> _DATASET EXTRACT_:
|---|

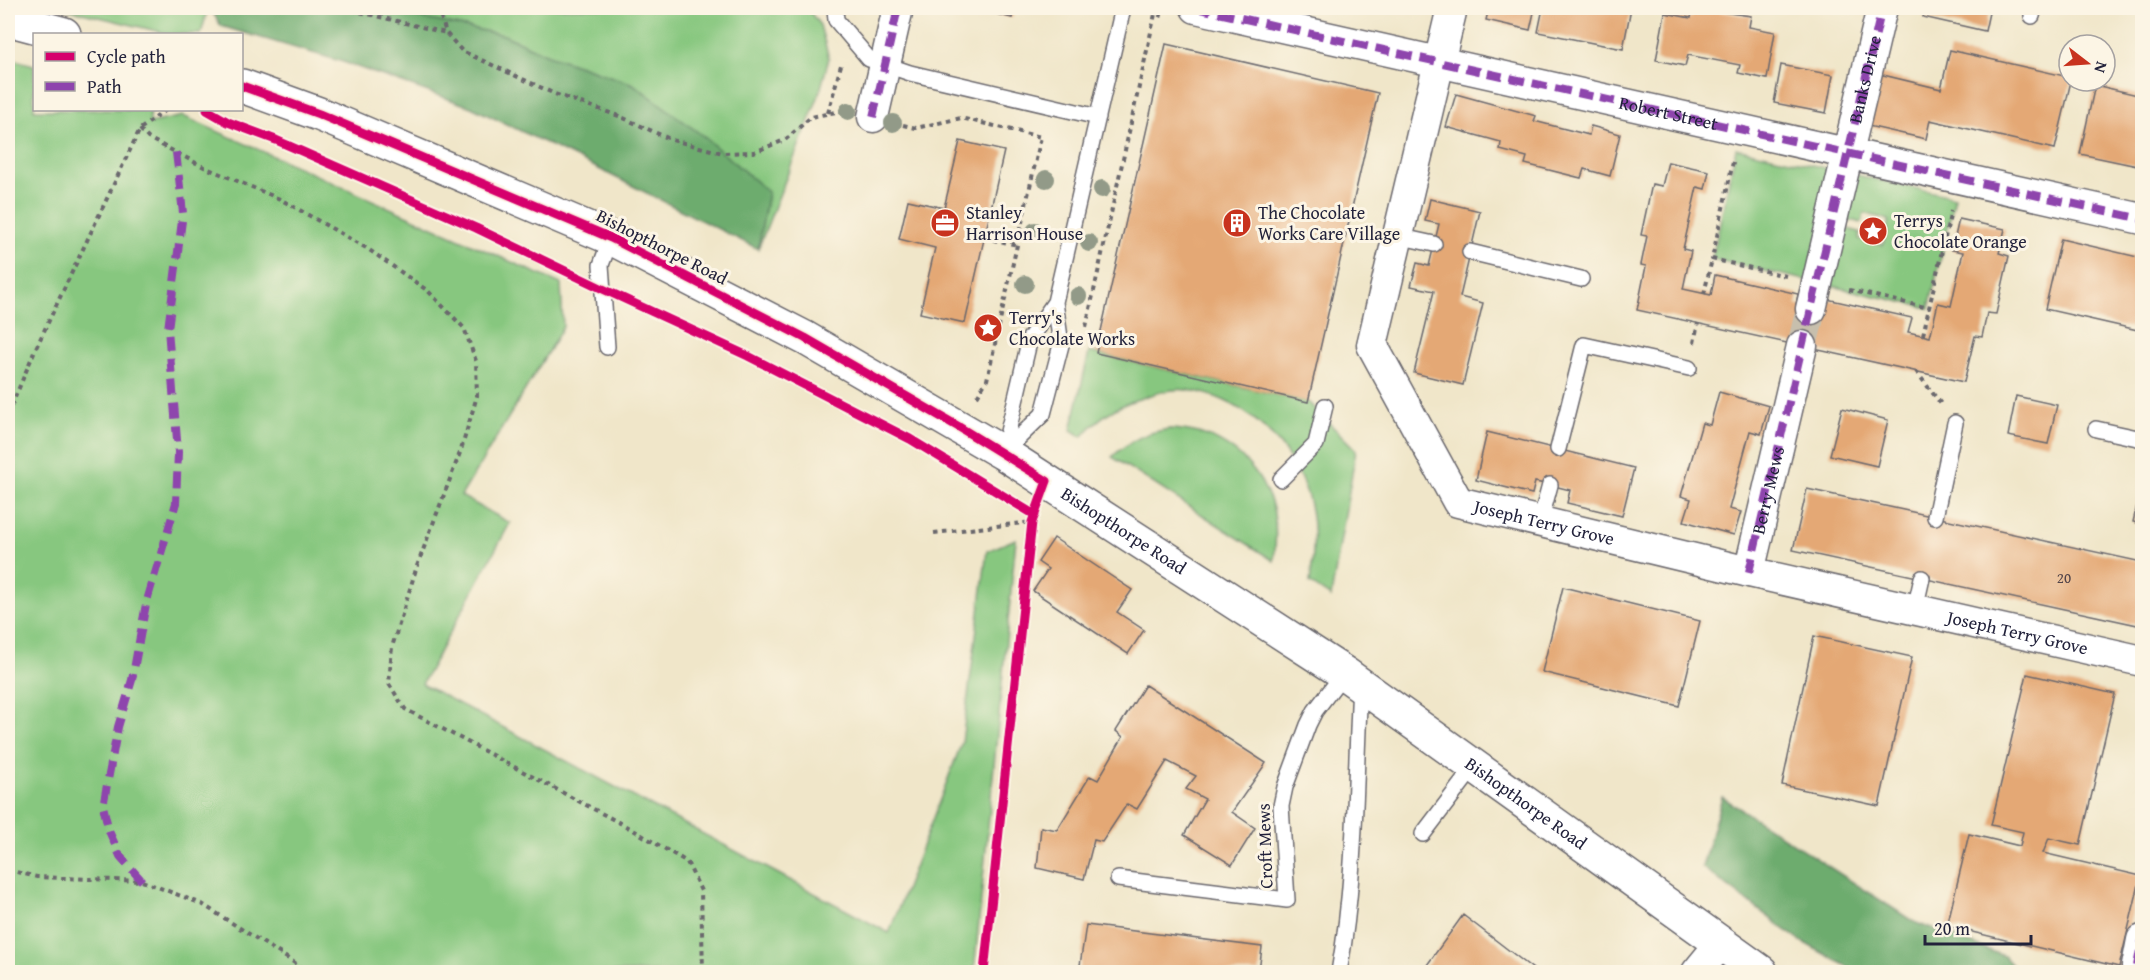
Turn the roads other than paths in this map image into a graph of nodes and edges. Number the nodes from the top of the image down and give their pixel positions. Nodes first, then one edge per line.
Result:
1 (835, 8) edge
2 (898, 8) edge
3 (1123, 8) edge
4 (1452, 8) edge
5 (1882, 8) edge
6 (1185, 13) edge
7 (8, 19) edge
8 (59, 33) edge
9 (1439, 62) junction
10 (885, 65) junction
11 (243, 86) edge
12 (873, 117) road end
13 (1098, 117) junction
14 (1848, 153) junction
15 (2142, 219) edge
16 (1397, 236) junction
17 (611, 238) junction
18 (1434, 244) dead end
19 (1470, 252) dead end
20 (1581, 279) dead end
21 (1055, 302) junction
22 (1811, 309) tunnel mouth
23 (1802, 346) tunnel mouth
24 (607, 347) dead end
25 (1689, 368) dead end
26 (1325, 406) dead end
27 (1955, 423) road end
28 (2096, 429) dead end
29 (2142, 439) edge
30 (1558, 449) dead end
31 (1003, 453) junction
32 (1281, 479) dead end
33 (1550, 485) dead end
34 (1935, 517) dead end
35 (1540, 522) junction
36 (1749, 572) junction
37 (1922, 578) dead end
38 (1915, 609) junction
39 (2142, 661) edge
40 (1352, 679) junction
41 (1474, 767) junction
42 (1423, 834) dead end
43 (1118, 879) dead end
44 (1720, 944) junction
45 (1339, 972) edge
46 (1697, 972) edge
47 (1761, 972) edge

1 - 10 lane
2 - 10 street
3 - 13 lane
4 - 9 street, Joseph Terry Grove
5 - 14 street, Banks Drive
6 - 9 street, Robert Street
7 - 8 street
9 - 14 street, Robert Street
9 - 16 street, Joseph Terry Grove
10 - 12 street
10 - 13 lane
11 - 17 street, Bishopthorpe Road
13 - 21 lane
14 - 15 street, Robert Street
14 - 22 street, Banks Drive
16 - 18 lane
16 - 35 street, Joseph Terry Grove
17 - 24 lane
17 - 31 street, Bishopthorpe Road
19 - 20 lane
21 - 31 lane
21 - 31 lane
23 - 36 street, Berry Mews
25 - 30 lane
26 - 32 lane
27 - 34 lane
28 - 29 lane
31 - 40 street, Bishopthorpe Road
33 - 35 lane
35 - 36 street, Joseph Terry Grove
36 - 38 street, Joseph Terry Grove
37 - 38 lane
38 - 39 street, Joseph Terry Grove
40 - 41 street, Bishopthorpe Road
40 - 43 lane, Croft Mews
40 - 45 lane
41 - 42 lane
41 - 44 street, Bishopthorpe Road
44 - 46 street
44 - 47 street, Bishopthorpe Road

|---|

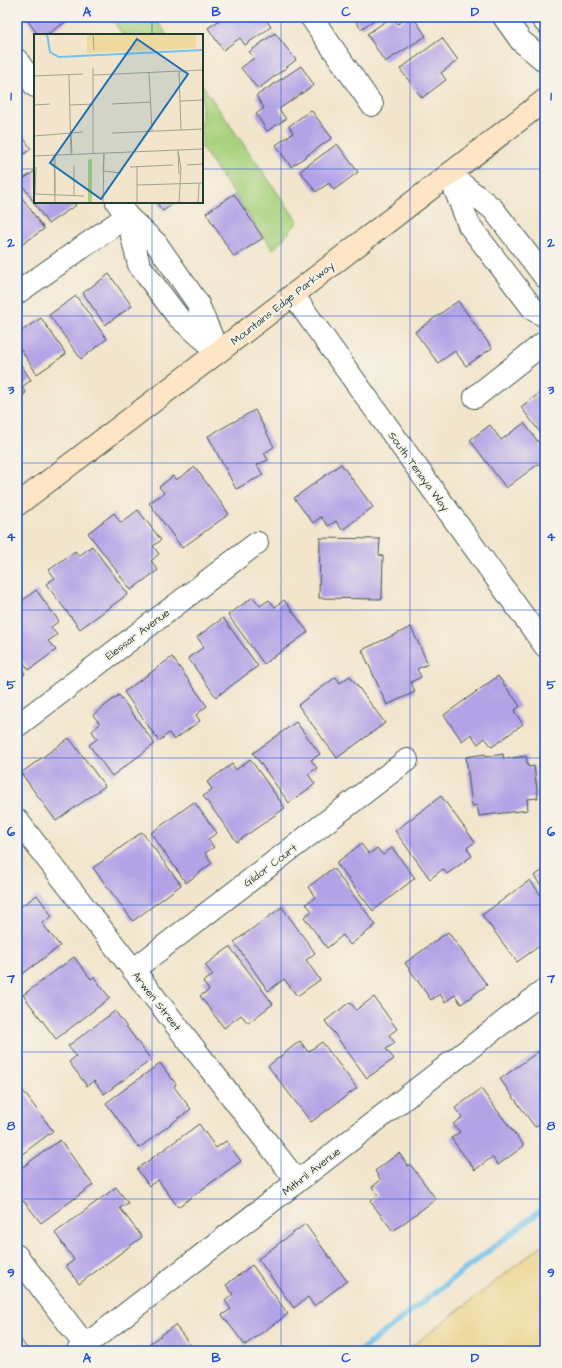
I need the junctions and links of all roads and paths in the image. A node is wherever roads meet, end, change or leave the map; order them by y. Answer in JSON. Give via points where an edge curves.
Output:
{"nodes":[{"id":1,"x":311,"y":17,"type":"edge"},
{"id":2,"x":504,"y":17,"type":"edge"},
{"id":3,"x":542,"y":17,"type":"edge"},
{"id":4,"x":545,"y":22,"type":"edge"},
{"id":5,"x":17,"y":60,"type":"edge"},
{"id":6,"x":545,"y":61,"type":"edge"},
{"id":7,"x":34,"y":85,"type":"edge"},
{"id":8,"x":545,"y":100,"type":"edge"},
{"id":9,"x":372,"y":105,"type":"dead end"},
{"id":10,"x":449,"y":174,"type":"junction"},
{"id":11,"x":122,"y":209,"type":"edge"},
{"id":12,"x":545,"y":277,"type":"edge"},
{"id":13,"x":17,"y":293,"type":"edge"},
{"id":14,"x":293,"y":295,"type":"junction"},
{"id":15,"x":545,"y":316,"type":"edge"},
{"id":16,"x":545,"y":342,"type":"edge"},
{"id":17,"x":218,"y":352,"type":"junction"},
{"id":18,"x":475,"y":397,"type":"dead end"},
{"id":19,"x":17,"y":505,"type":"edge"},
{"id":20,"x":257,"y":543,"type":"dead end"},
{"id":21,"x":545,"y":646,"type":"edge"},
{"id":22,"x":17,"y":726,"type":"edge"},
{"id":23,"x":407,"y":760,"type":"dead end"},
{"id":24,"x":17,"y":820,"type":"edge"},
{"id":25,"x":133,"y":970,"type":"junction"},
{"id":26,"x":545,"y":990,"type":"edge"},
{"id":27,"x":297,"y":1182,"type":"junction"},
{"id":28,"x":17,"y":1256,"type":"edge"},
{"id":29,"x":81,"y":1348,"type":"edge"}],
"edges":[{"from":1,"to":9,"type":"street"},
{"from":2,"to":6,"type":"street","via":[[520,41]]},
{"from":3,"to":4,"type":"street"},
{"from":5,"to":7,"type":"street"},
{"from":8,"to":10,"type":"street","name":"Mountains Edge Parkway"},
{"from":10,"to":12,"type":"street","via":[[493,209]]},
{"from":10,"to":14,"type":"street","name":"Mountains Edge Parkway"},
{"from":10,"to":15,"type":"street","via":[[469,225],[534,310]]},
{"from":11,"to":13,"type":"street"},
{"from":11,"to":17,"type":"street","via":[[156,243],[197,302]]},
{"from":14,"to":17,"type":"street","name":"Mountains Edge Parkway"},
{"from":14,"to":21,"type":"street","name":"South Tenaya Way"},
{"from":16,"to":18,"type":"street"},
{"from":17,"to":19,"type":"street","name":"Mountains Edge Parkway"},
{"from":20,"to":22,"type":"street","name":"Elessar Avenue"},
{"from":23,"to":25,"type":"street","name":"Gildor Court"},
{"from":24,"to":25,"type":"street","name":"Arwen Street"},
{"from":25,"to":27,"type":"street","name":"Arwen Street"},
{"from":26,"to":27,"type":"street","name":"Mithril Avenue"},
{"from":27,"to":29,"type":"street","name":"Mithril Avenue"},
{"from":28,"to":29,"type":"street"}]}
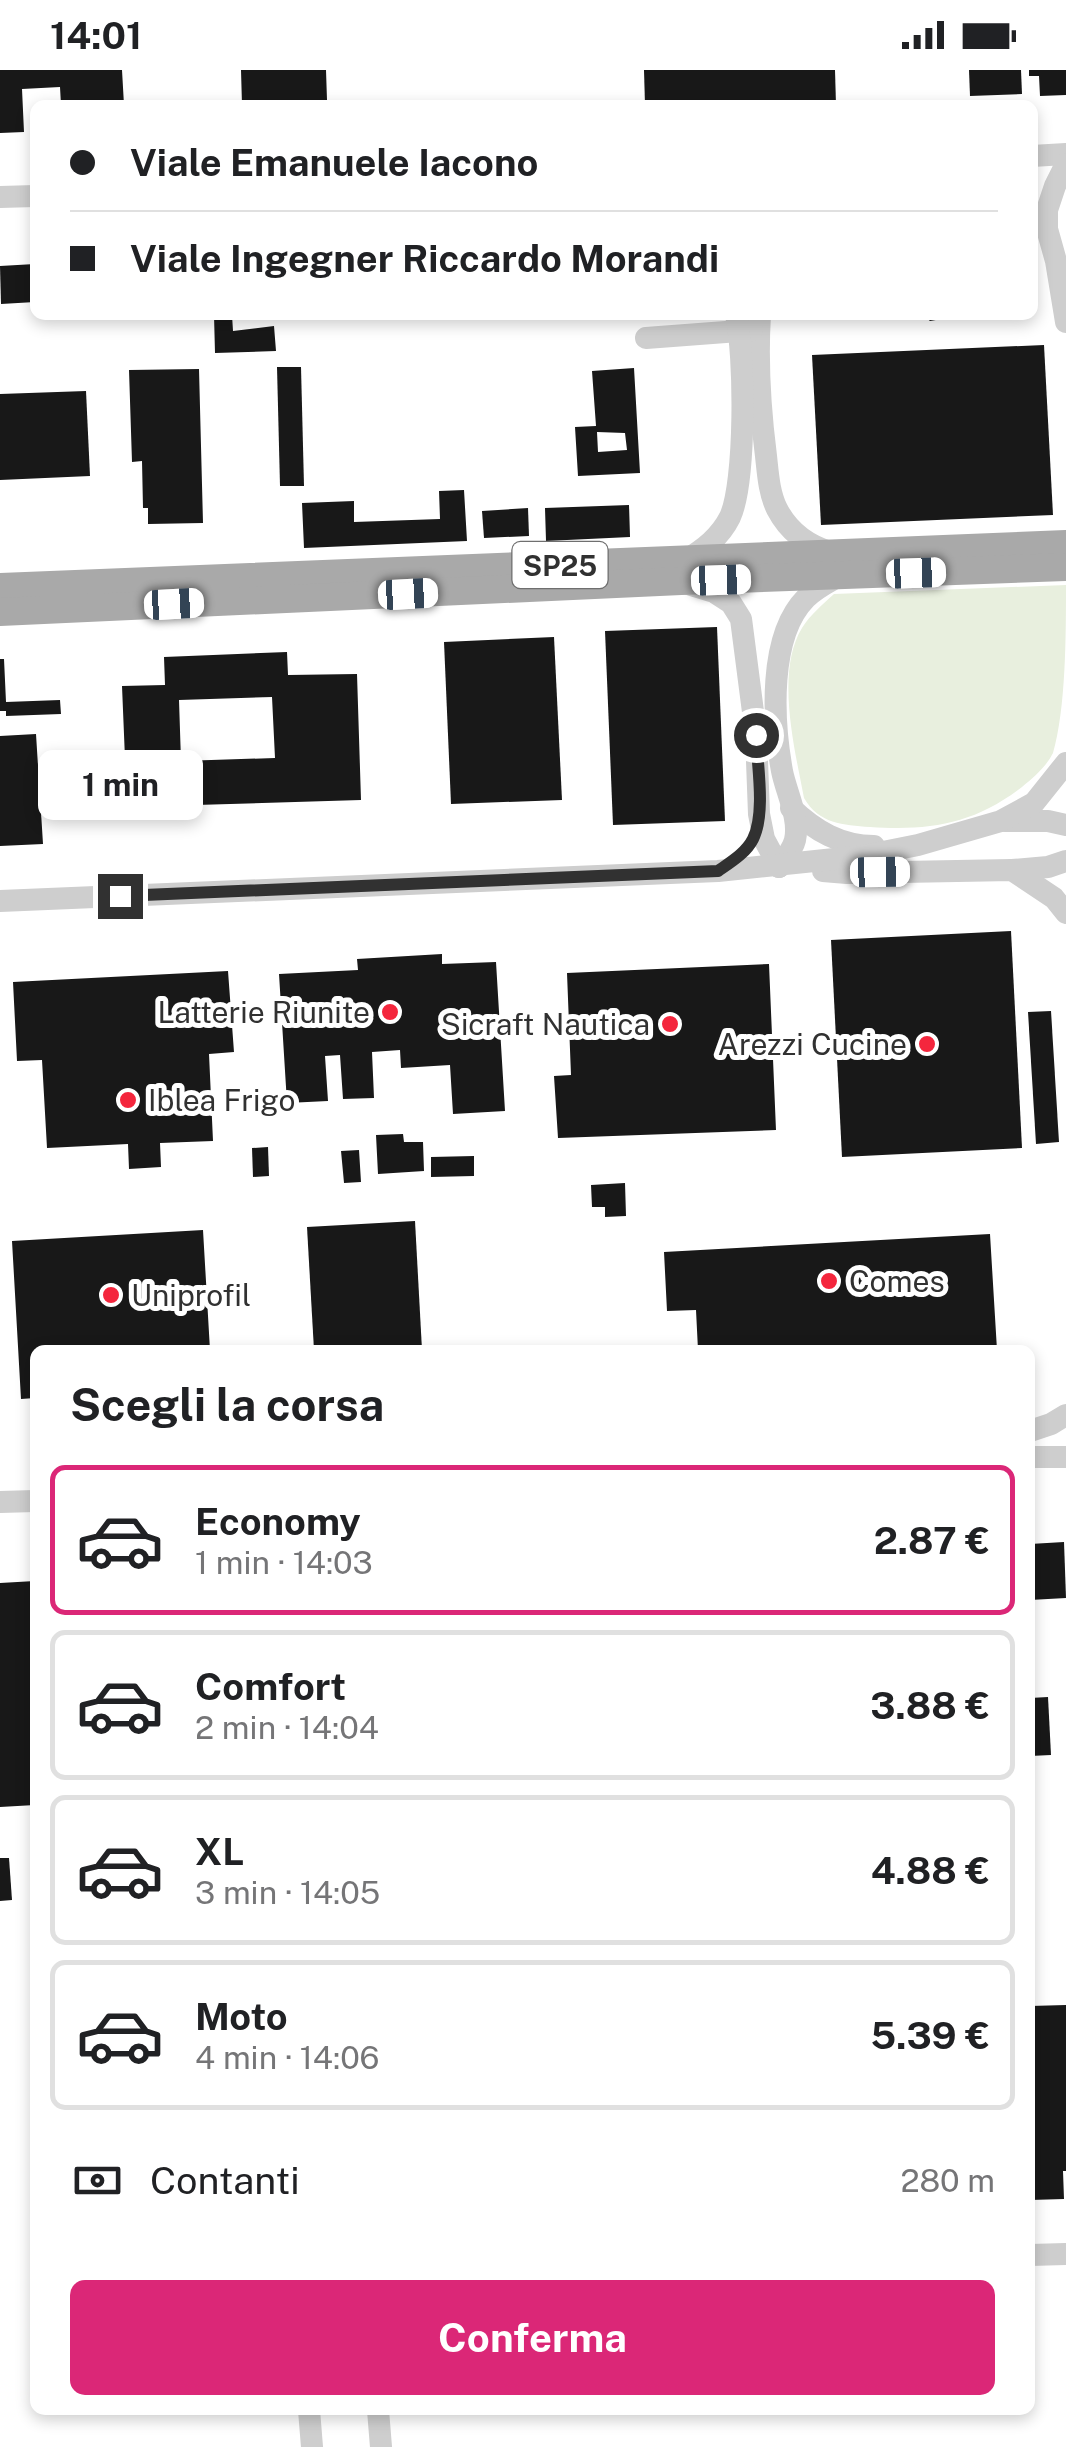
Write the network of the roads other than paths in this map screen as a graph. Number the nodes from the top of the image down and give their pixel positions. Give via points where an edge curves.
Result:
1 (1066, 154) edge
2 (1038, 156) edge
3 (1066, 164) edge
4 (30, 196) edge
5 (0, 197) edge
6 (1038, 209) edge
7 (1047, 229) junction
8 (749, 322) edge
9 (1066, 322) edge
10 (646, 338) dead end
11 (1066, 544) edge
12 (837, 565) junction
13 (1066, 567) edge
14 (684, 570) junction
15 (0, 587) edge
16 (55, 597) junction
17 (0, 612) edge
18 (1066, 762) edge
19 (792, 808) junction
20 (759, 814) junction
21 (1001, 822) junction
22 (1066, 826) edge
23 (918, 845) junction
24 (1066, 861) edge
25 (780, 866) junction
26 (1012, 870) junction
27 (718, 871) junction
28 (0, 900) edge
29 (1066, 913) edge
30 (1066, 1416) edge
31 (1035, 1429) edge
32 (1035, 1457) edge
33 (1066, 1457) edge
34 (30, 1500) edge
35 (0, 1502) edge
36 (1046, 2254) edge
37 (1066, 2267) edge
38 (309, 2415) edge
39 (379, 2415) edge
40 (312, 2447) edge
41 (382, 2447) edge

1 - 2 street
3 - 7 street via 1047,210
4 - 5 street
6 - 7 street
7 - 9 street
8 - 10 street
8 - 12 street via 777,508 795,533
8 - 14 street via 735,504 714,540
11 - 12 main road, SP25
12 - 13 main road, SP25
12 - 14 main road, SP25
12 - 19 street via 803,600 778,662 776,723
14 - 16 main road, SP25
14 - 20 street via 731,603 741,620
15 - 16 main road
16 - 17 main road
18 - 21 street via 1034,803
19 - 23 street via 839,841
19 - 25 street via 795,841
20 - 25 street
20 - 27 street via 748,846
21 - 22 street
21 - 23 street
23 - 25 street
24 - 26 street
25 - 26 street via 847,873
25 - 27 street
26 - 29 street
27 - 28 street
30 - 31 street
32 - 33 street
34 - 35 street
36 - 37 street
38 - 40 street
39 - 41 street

|---|

> _TASK BRIEF_:
Each line above that contains the word "Drive" should be copied.

> _SOLUTION_:
5 - 14 street, Banks Drive
14 - 22 street, Banks Drive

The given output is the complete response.